- **Assigned task**
Repeat all of the records exactly, leaving out the pictures.

○ ○ ○ ○ ○ ○ ○

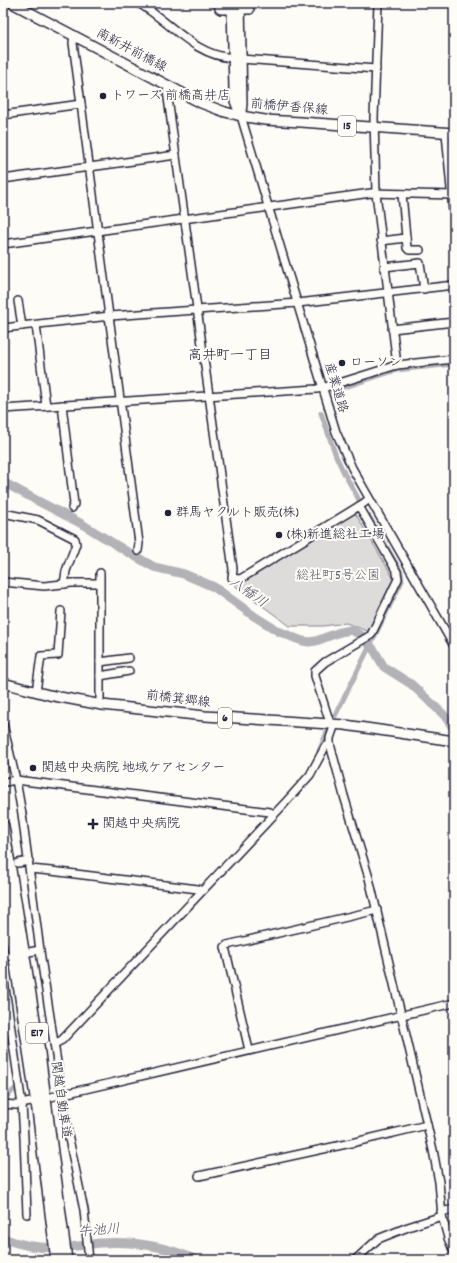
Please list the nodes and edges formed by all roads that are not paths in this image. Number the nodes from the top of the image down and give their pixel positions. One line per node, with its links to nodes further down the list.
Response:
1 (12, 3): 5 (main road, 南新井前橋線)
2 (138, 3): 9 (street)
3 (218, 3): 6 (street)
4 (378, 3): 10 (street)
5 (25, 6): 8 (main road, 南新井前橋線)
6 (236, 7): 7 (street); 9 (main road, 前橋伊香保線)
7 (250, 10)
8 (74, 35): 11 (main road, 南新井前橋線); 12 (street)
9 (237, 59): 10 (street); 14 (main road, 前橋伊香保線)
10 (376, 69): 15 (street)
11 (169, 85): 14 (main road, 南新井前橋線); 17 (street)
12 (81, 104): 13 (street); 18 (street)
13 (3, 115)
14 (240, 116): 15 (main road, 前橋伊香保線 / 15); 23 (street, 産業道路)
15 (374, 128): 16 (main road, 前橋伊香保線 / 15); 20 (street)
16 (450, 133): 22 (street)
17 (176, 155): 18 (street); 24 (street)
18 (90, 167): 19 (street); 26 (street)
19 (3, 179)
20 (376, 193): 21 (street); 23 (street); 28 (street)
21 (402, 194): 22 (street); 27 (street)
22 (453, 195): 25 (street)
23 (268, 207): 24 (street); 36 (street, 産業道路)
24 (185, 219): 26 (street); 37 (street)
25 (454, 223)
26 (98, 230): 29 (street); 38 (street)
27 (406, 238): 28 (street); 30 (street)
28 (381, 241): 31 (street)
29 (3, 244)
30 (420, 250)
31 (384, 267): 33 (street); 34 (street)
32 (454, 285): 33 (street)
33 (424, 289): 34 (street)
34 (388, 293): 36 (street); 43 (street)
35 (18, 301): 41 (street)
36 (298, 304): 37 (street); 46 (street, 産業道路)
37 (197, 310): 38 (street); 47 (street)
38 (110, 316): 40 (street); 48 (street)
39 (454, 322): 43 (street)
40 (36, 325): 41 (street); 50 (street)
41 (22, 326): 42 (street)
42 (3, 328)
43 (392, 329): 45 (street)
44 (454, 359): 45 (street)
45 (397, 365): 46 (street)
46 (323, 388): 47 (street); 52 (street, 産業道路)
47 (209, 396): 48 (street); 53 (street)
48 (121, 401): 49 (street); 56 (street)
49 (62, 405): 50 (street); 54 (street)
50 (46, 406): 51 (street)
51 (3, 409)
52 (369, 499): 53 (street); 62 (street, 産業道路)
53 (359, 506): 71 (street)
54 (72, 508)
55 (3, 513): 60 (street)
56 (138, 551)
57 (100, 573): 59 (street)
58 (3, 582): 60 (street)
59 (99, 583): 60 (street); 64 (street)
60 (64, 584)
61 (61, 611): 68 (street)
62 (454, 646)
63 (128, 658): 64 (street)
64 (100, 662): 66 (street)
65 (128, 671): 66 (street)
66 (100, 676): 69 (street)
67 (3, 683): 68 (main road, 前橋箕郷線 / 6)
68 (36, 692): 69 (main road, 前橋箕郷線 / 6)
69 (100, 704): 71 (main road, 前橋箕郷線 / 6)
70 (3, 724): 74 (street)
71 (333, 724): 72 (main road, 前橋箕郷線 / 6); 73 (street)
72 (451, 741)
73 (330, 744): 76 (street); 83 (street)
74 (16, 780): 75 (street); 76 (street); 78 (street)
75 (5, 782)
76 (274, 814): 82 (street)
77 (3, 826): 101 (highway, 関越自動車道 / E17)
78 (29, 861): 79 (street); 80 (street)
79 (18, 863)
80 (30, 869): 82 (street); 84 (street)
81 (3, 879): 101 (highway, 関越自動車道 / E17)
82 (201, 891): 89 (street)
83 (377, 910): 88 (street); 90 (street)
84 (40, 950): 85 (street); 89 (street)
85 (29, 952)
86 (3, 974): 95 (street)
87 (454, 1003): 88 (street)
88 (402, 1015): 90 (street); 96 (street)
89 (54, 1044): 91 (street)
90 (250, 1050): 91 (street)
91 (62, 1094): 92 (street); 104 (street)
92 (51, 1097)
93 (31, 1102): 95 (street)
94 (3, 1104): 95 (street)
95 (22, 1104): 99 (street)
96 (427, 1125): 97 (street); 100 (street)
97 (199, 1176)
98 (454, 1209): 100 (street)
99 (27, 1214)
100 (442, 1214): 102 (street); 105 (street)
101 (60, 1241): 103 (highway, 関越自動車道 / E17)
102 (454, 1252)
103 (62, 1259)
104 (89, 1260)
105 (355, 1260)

○ ○ ○ ○ ○ ○ ○

- **Your solution**
Please list the nodes and edges formed by all roads that are not paths in this image. Number the nodes from the top of the image down and give their pixel positions. One line per node, with its links to nodes further down the list.
Response:
1 (12, 3): 5 (main road, 南新井前橋線)
2 (138, 3): 9 (street)
3 (218, 3): 6 (street)
4 (378, 3): 10 (street)
5 (25, 6): 8 (main road, 南新井前橋線)
6 (236, 7): 7 (street); 9 (main road, 前橋伊香保線)
7 (250, 10)
8 (74, 35): 11 (main road, 南新井前橋線); 12 (street)
9 (237, 59): 10 (street); 14 (main road, 前橋伊香保線)
10 (376, 69): 15 (street)
11 (169, 85): 14 (main road, 南新井前橋線); 17 (street)
12 (81, 104): 13 (street); 18 (street)
13 (3, 115)
14 (240, 116): 15 (main road, 前橋伊香保線 / 15); 23 (street, 産業道路)
15 (374, 128): 16 (main road, 前橋伊香保線 / 15); 20 (street)
16 (450, 133): 22 (street)
17 (176, 155): 18 (street); 24 (street)
18 (90, 167): 19 (street); 26 (street)
19 (3, 179)
20 (376, 193): 21 (street); 23 (street); 28 (street)
21 (402, 194): 22 (street); 27 (street)
22 (453, 195): 25 (street)
23 (268, 207): 24 (street); 36 (street, 産業道路)
24 (185, 219): 26 (street); 37 (street)
25 (454, 223)
26 (98, 230): 29 (street); 38 (street)
27 (406, 238): 28 (street); 30 (street)
28 (381, 241): 31 (street)
29 (3, 244)
30 (420, 250)
31 (384, 267): 33 (street); 34 (street)
32 (454, 285): 33 (street)
33 (424, 289): 34 (street)
34 (388, 293): 36 (street); 43 (street)
35 (18, 301): 41 (street)
36 (298, 304): 37 (street); 46 (street, 産業道路)
37 (197, 310): 38 (street); 47 (street)
38 (110, 316): 40 (street); 48 (street)
39 (454, 322): 43 (street)
40 (36, 325): 41 (street); 50 (street)
41 (22, 326): 42 (street)
42 (3, 328)
43 (392, 329): 45 (street)
44 (454, 359): 45 (street)
45 (397, 365): 46 (street)
46 (323, 388): 47 (street); 52 (street, 産業道路)
47 (209, 396): 48 (street); 53 (street)
48 (121, 401): 49 (street); 56 (street)
49 (62, 405): 50 (street); 54 (street)
50 (46, 406): 51 (street)
51 (3, 409)
52 (369, 499): 53 (street); 62 (street, 産業道路)
53 (359, 506): 71 (street)
54 (72, 508)
55 (3, 513): 60 (street)
56 (138, 551)
57 (100, 573): 59 (street)
58 (3, 582): 60 (street)
59 (99, 583): 60 (street); 64 (street)
60 (64, 584)
61 (61, 611): 68 (street)
62 (454, 646)
63 (128, 658): 64 (street)
64 (100, 662): 66 (street)
65 (128, 671): 66 (street)
66 (100, 676): 69 (street)
67 (3, 683): 68 (main road, 前橋箕郷線 / 6)
68 (36, 692): 69 (main road, 前橋箕郷線 / 6)
69 (100, 704): 71 (main road, 前橋箕郷線 / 6)
70 (3, 724): 74 (street)
71 (333, 724): 72 (main road, 前橋箕郷線 / 6); 73 (street)
72 (451, 741)
73 (330, 744): 76 (street); 83 (street)
74 (16, 780): 75 (street); 76 (street); 78 (street)
75 (5, 782)
76 (274, 814): 82 (street)
77 (3, 826): 101 (highway, 関越自動車道 / E17)
78 (29, 861): 79 (street); 80 (street)
79 (18, 863)
80 (30, 869): 82 (street); 84 (street)
81 (3, 879): 101 (highway, 関越自動車道 / E17)
82 (201, 891): 89 (street)
83 (377, 910): 88 (street); 90 (street)
84 (40, 950): 85 (street); 89 (street)
85 (29, 952)
86 (3, 974): 95 (street)
87 (454, 1003): 88 (street)
88 (402, 1015): 90 (street); 96 (street)
89 (54, 1044): 91 (street)
90 (250, 1050): 91 (street)
91 (62, 1094): 92 (street); 104 (street)
92 (51, 1097)
93 (31, 1102): 95 (street)
94 (3, 1104): 95 (street)
95 (22, 1104): 99 (street)
96 (427, 1125): 97 (street); 100 (street)
97 (199, 1176)
98 (454, 1209): 100 (street)
99 (27, 1214)
100 (442, 1214): 102 (street); 105 (street)
101 (60, 1241): 103 (highway, 関越自動車道 / E17)
102 (454, 1252)
103 (62, 1259)
104 (89, 1260)
105 (355, 1260)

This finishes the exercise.